[[ Data for this task, beginning ]]

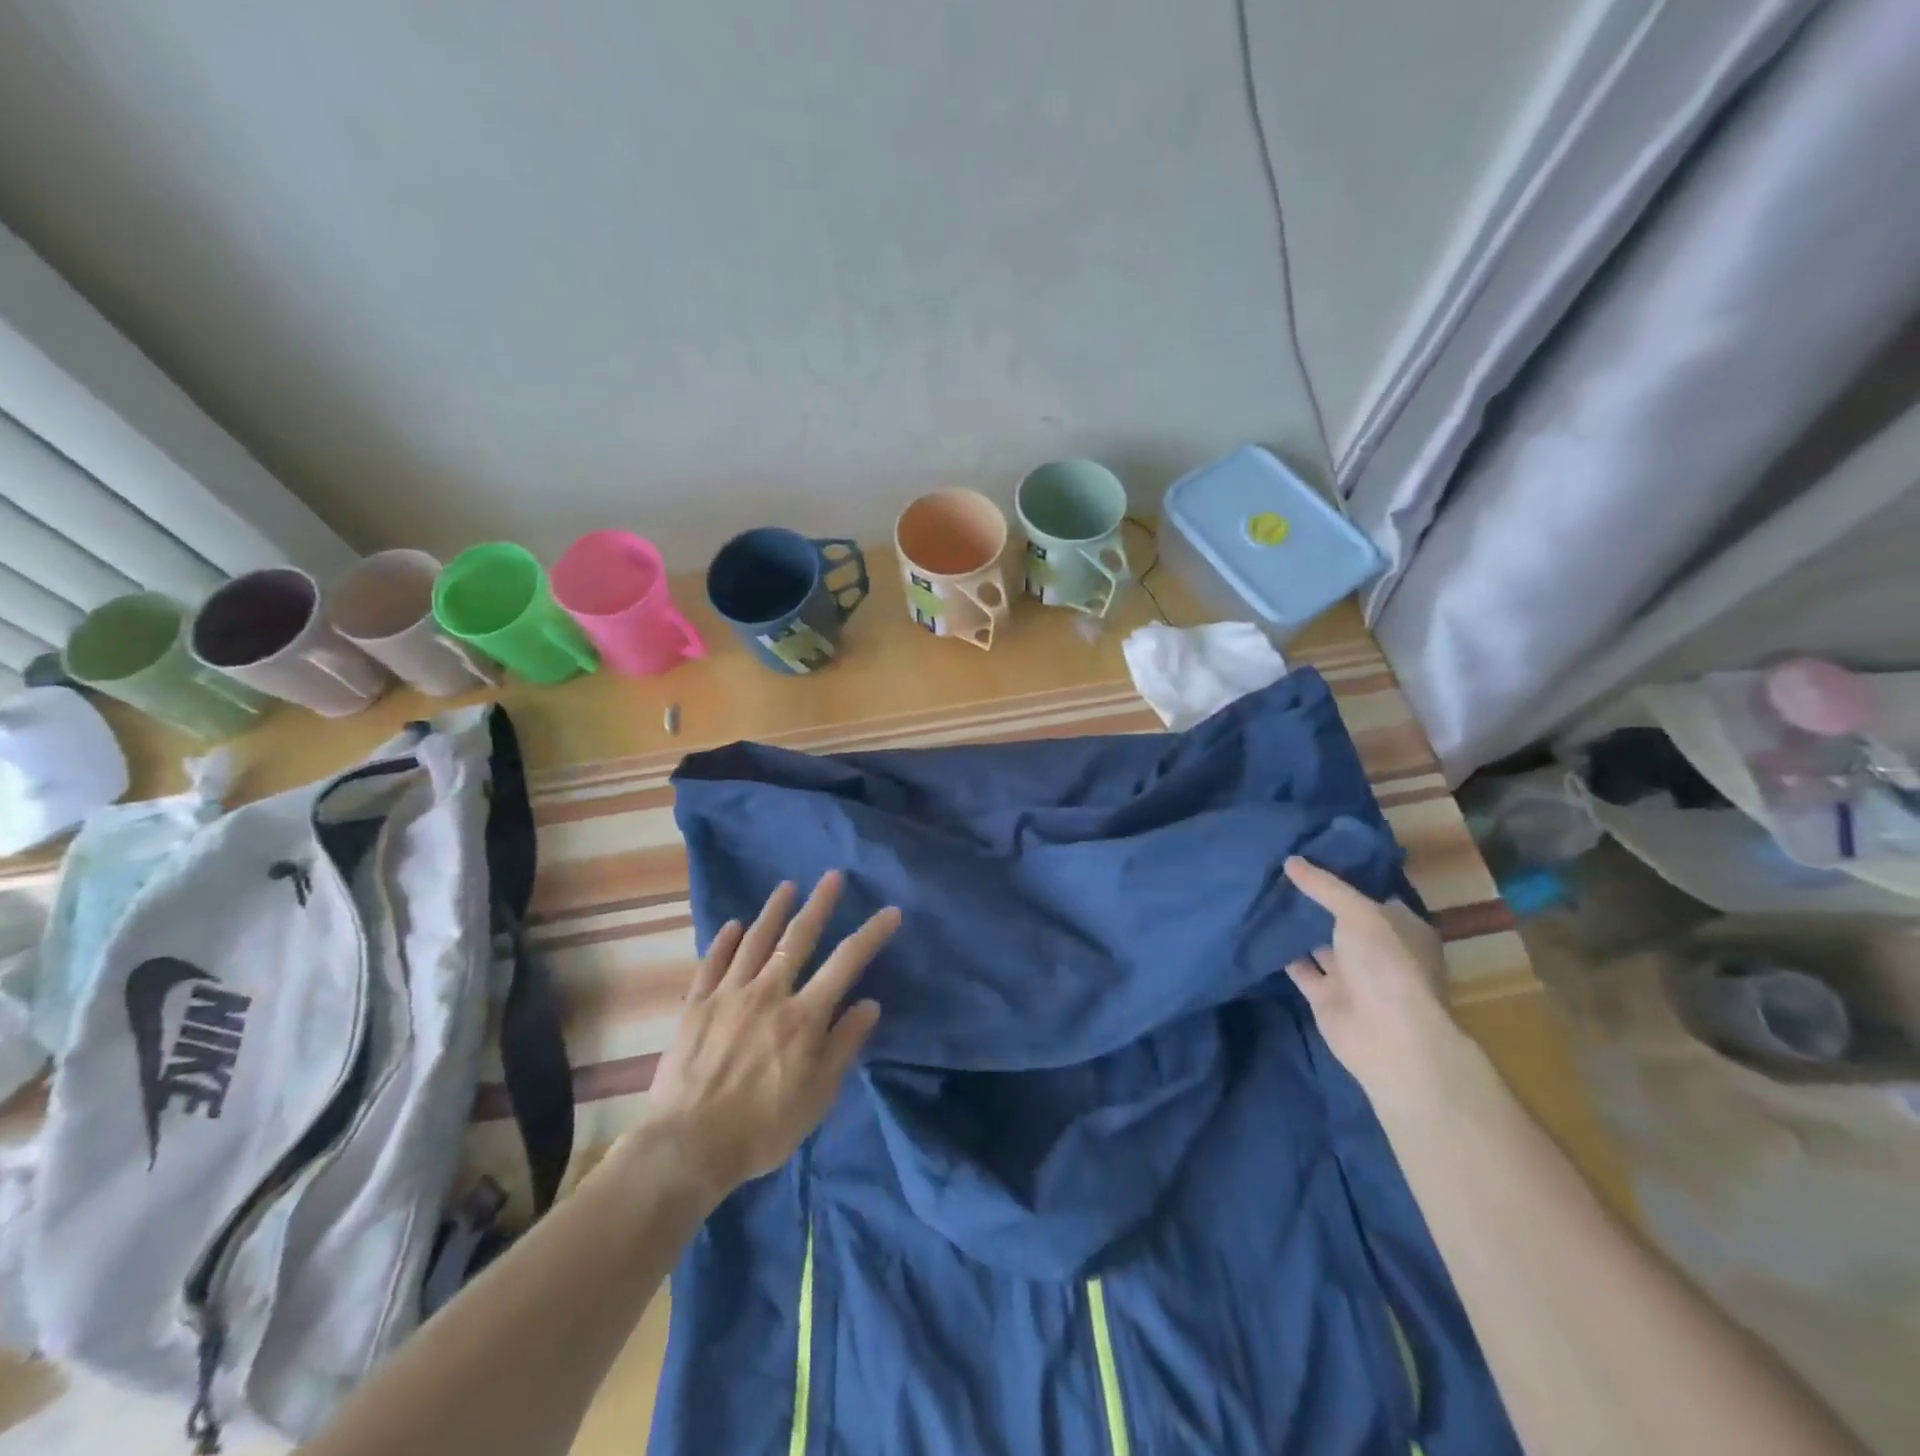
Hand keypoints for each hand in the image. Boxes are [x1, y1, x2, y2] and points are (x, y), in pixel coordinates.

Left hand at [642, 871, 900, 1199]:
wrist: (687, 1146)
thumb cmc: (762, 1128)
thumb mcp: (817, 1096)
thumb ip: (843, 1045)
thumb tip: (869, 1004)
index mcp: (803, 1016)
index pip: (846, 963)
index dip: (871, 934)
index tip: (890, 911)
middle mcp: (769, 993)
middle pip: (798, 938)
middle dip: (820, 904)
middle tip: (832, 876)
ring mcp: (729, 995)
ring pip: (755, 941)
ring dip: (773, 911)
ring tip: (786, 887)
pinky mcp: (696, 1005)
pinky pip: (713, 963)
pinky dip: (725, 941)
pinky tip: (734, 925)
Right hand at [1283, 857, 1473, 1111]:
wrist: (1387, 1038)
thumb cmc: (1386, 965)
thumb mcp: (1359, 913)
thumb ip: (1324, 886)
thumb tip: (1290, 860)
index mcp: (1401, 927)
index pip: (1371, 892)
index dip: (1343, 873)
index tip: (1310, 852)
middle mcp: (1378, 949)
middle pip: (1341, 917)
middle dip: (1314, 898)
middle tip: (1277, 868)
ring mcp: (1351, 974)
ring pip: (1318, 941)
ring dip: (1295, 924)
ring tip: (1262, 891)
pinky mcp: (1325, 995)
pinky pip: (1300, 967)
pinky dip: (1282, 952)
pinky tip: (1258, 928)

[[ Data for this task, end ]]

Action item: Copy exactly, with no other lines, the stretch of the material that begins at the line containing "wrist: (687, 1146)" and ends at its last line.

Result of the exercise:
wrist: (687, 1146)
thumb cmc: (762, 1128)
thumb mcp: (817, 1096)
thumb ip: (843, 1045)
thumb tip: (869, 1004)
index mcp: (803, 1016)
index pip: (846, 963)
index dip: (871, 934)
index tip: (890, 911)
middle mcp: (769, 993)
middle pip: (798, 938)
middle dip: (820, 904)
middle tip: (832, 876)
ring mcp: (729, 995)
ring pip: (755, 941)
ring dip: (773, 911)
ring tip: (786, 887)
pinky mcp: (696, 1005)
pinky pip: (713, 963)
pinky dip: (725, 941)
pinky tip: (734, 925)
Right hand at [1283, 857, 1473, 1111]:
wrist: (1387, 1038)
thumb cmc: (1386, 965)
thumb mcp: (1359, 913)
thumb ip: (1324, 886)
thumb tip: (1290, 860)
index mcp: (1401, 927)
index pip: (1371, 892)
index dip: (1343, 873)
index tip: (1310, 852)
middle mcp: (1378, 949)
middle pip: (1341, 917)
middle dip: (1314, 898)
middle tip: (1277, 868)
ring mcp: (1351, 974)
ring pip: (1318, 941)
ring dip: (1295, 924)
ring tip: (1262, 891)
pinky mcp: (1325, 995)
pinky pip: (1300, 967)
pinky dip: (1282, 952)
pinky tip: (1258, 928)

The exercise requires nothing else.